# Changing from Canidae Lamb & Rice to California Natural - Advice needed



## sandy's mom (Oct 18, 2008)

Hi everybody, I just joined this forum after desperately trying to find information of dog food. I have a 3 1/2 male golden retriever named Sandy. For the last year I have been feeding him Canidae Lamb and Rice. I used to buy the 40 pound bags, 3 at the time so it would last me a very long time and I didnt know of the change in formula until I went on Monday to get my new set of food. The store owner did tell me that the formula changed and that it was mostly in the carbohydrate breakdown. I read the ingredients and eventhough I wasn't too happy to see barley and bran in the list I thought that it should be OK. Well, Sandy started having the most discusting gas you can imagine. I can't remember when was the last time he smelled so bad and then he also started dragging his but on the floor and to that loose poop followed. I thought he it would take a few days to get used to it since the I didnt think the change was so drastic but yesterday did it for me. We could not stay in the family room withouth opening the windows because Sandy became so gassy. After looking in the net all night (till around midnight) I decided to take the unopened bags back to the store and changed them for a small bag of California Natural Lamb and Rice. According to the owner, the choice was a good one and that a lot of customers were bringing the Canidaes back. So I started feeding that to Sandy today, with his evening meal: 1 cup Canidae and 1/2 California Natural. When he went outside, the loose stool became part soft and part liquid, and I could definetely tell which one was Canidae (yellowish) and which one may be California Natural. I know I need to switch slowy but do you think I added too much California Natural in the mix? He usually gets 3 cups a day: 1 1/2 in AM and 1/2 in PM. Should I give even less per feeding next time? and will this help with the liquid poop I saw today? Sorry for being so graphic. Thanks in advance.


----------



## rannmiller (Jun 27, 2008)

It sounds like Sandy has a very sensitive system to food changes so you should probably back off the CA Natural just a little bit (not that the Canidae's been working too well either). Start off with 80% Canidae and 20% CA Natural for about 3 days, then start gradually adding in more CA Natural and less Canidae. Gradually taper him off of the old and onto the new over the course of about 2 weeks. You can gauge this pretty easily by how he's digesting it (what's coming out the other end) to determine when he's doing well enough to start increasing the amount.

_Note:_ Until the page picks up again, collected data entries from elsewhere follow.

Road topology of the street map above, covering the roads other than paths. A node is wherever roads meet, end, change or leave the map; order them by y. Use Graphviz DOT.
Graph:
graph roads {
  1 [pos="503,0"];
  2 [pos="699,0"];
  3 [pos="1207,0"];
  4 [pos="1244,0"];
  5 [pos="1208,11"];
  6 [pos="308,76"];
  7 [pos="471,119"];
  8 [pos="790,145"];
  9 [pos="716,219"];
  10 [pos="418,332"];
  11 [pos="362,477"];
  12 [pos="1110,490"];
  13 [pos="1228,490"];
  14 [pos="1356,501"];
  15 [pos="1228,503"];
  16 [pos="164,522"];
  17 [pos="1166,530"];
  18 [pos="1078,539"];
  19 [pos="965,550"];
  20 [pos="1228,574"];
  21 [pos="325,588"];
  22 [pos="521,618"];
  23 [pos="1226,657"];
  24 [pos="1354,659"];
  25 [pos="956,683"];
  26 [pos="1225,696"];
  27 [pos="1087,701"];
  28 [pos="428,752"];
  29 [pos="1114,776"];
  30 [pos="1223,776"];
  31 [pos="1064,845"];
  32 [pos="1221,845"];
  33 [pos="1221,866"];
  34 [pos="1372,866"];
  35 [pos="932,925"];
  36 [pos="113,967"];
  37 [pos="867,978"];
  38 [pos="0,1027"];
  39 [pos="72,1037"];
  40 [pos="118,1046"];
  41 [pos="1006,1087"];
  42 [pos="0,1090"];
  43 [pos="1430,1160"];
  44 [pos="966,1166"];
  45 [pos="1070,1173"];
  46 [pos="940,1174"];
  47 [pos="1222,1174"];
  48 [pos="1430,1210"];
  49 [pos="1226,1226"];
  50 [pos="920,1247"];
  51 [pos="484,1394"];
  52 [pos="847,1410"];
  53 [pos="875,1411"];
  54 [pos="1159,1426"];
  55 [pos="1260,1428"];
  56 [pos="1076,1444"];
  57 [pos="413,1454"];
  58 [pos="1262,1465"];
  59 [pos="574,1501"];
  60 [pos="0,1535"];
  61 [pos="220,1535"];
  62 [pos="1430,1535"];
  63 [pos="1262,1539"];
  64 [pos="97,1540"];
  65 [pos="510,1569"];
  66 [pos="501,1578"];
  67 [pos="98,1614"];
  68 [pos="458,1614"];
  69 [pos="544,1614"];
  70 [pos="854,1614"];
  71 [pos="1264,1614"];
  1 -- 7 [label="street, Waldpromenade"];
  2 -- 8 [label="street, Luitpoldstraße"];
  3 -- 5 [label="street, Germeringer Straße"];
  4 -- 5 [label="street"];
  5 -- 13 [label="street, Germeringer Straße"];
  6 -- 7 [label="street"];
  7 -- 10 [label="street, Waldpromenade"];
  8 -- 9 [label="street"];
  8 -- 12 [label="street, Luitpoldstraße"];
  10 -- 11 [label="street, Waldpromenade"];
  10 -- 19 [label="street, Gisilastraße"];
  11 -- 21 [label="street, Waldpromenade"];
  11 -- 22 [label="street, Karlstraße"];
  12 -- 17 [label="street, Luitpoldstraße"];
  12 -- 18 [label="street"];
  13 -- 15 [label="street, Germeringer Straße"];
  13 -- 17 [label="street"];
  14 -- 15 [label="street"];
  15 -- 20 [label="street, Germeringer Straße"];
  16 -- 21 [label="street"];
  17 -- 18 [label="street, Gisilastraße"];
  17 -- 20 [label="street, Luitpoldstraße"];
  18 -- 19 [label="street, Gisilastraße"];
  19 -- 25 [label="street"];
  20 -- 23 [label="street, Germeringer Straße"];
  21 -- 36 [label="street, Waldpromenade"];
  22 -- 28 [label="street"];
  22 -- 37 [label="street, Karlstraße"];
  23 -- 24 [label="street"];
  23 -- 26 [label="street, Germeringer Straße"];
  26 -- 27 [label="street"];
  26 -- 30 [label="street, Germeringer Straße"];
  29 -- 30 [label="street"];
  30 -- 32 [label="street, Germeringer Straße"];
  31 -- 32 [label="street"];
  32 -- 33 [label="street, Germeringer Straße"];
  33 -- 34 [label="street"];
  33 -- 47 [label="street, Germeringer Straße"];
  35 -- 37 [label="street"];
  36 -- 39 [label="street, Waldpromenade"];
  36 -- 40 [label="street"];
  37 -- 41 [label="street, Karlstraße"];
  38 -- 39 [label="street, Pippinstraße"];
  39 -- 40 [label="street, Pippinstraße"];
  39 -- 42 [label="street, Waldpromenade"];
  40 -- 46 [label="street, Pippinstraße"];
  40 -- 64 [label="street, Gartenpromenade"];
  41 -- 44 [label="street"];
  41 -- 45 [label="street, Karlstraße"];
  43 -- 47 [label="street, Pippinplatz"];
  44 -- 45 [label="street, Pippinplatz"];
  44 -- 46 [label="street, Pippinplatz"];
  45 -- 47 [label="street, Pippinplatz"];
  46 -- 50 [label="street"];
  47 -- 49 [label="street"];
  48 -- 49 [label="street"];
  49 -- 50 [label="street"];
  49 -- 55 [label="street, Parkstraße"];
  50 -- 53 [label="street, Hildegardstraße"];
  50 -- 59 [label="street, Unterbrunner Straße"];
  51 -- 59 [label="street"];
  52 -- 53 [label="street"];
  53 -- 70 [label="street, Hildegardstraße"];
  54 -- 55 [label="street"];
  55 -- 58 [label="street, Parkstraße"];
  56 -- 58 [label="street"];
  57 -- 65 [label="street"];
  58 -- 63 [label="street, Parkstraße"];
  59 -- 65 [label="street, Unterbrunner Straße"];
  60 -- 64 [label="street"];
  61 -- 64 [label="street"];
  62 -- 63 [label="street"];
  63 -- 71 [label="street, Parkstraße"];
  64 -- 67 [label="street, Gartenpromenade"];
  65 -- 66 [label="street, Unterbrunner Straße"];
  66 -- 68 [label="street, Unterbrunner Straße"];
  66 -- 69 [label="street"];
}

You can probably mix in a little bit of plain, fat free yogurt to help him digest it easier.


----------



## BoxerMommie (Jun 26, 2008)

Since your dog is having diarrhea from the Canidae I would stop all kibble for 2-3 days and just give him homecooked boiled chicken and rice for 2 days or so. Once his stools are back under control THEN start to slowly add in the California Natural and I would add it as 1/4 cup minus 1/4 cup of the homecooked for 24 hours and see how he does, then double it to 1/2 cup (minus 1/2 cup of the homecooked) for 24 hours and see how he does then double again so on and so forth so that it takes 4-5 days to be back 100% on kibble. If the Canidae is upsetting his stomach you don't want to continue feeding it as it won't help anything and may just continue to irritate him and make things worse. He could have an allergy to something in it or it at least obviously does not agree with his digestive tract and it's just going to inflame and irritate it even more. 

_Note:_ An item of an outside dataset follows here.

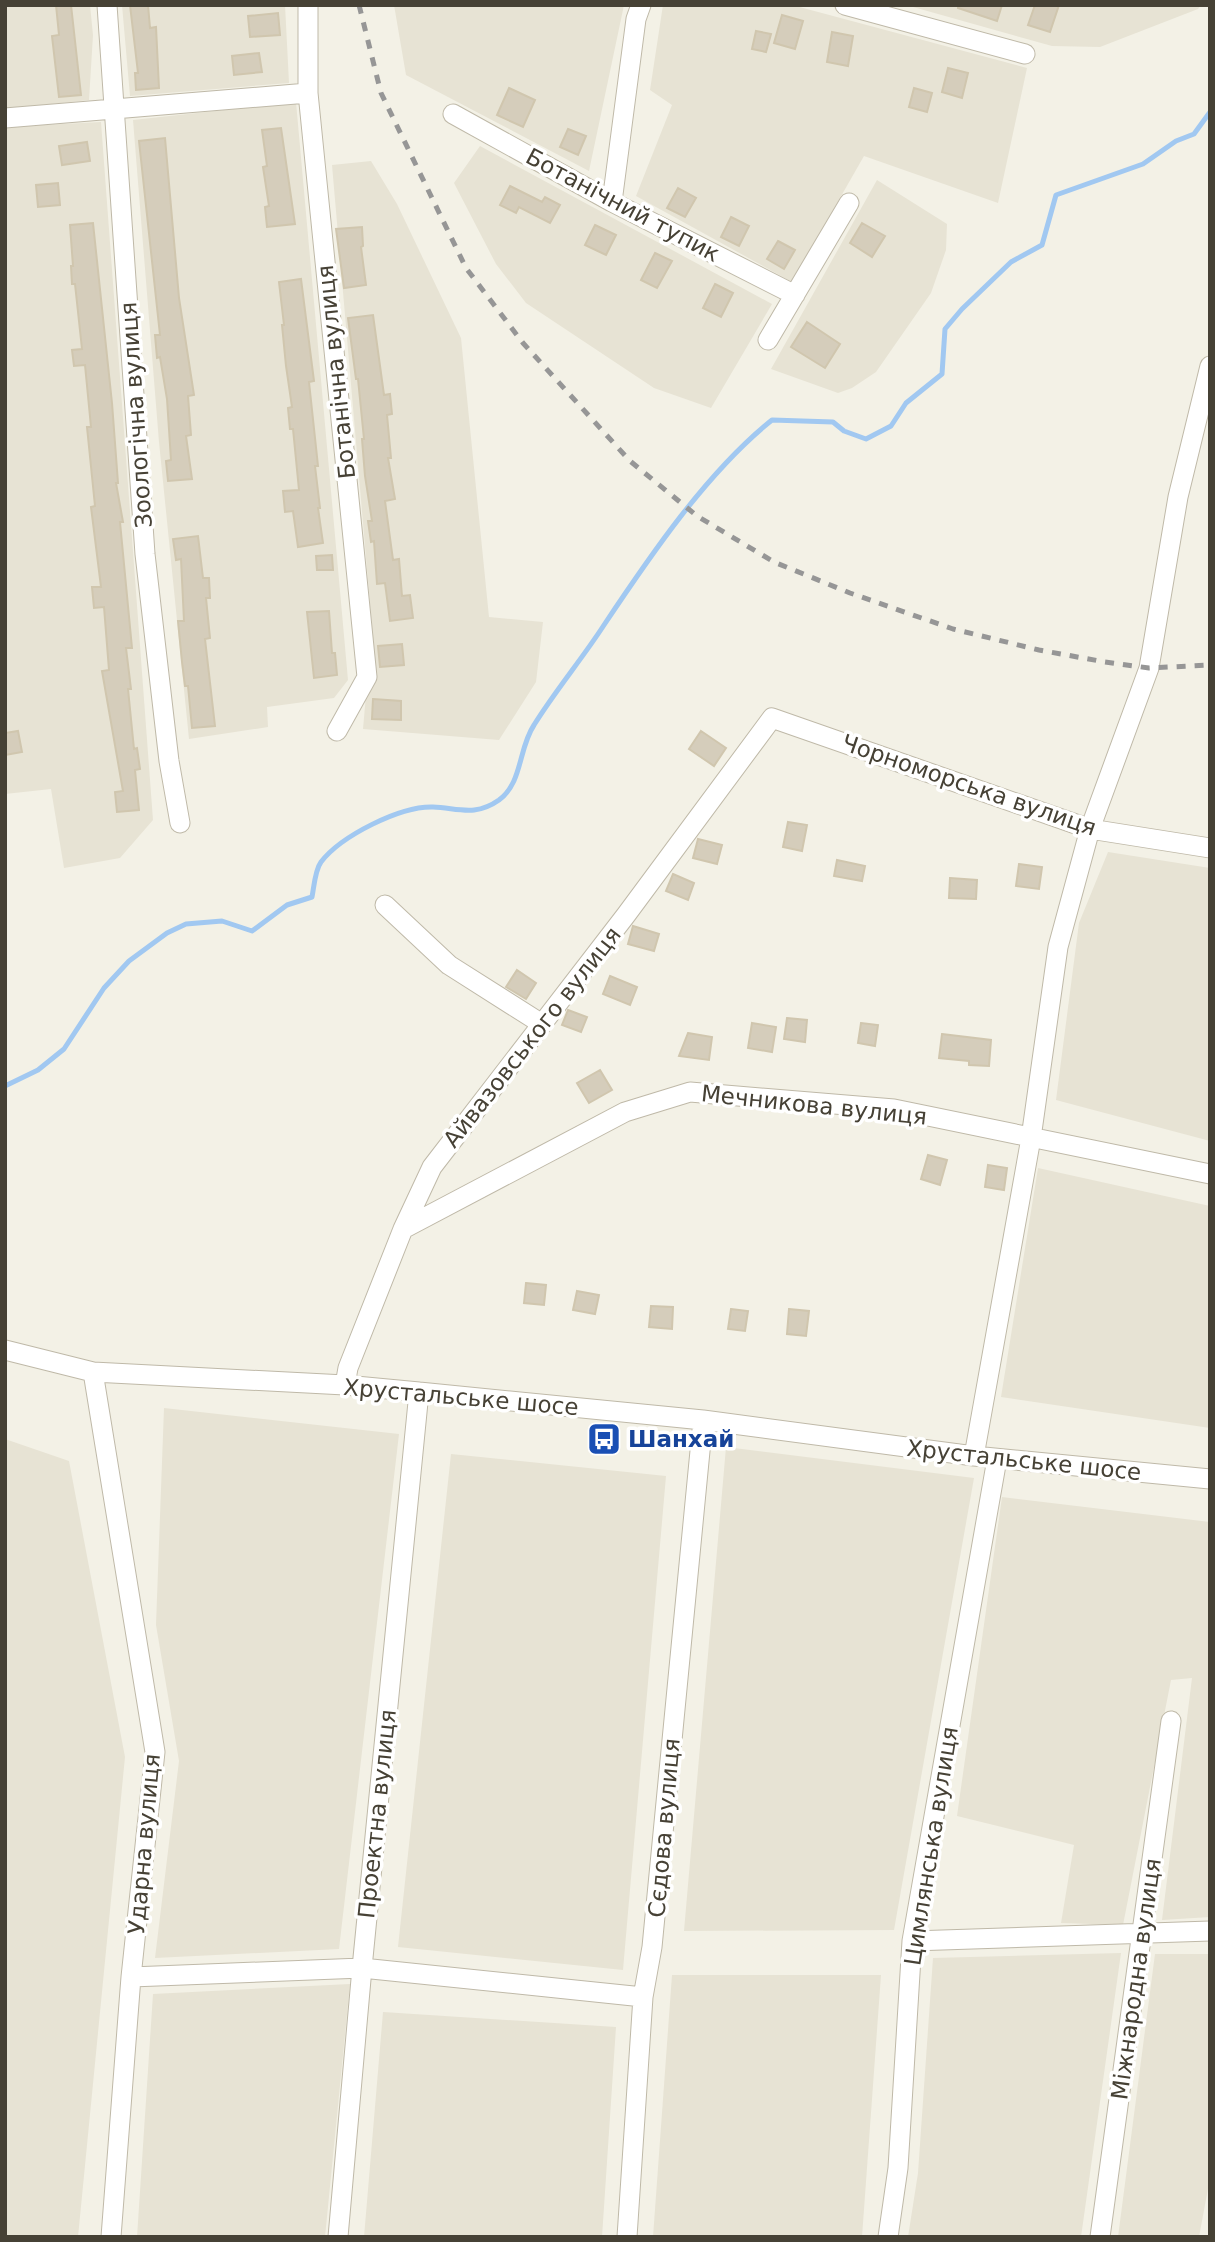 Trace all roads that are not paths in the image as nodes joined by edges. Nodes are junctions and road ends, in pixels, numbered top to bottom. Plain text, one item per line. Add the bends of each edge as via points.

So I would go with the homecooked for a couple of days then slowly add in the CA Natural until he's 100% on that and see what happens. If you continue to get loose stools with the CA Natural I would try a food with more fiber in it. CA Natural food (minus the Herring and Sweet Potato) has a very low fiber content that doesn't work for some dogs (mine included) and can give diarrhea.

Good luck!


----------



## sandy's mom (Oct 18, 2008)

Thanks for the suggestions. I can't even remember what I proceeded the last time I had to switch him from one food to another. 

I will follow the advice and report back. Thanks,


----------



## chowder (Sep 7, 2008)

You can also add some plain canned pumpkin to his food at every meal for a few days. It works great at firming things up when you are switching food. Make sure it is the plain and not the one with spices added to it. My guy is 50 pounds and it only takes a tablespoon per meal to firm him up when I switched him to a new food or when he has a bout with diarrhea from eating something wrong. Right now he is eating Innova and I mix it half and half with Solid Gold because Solid Gold has pumpkin in it and the fiber helps his digestion a bit more then being on plain Innova. Like Boxermommie says, some dogs need a bit more fiber and you have to experiment a little more to see what food works for them.


----------



## sandy's mom (Oct 18, 2008)

chowder said:


> You can also add some plain canned pumpkin to his food at every meal for a few days. It works great at firming things up when you are switching food. Make sure it is the plain and not the one with spices added to it. My guy is 50 pounds and it only takes a tablespoon per meal to firm him up when I switched him to a new food or when he has a bout with diarrhea from eating something wrong. Right now he is eating Innova and I mix it half and half with Solid Gold because Solid Gold has pumpkin in it and the fiber helps his digestion a bit more then being on plain Innova. Like Boxermommie says, some dogs need a bit more fiber and you have to experiment a little more to see what food works for them.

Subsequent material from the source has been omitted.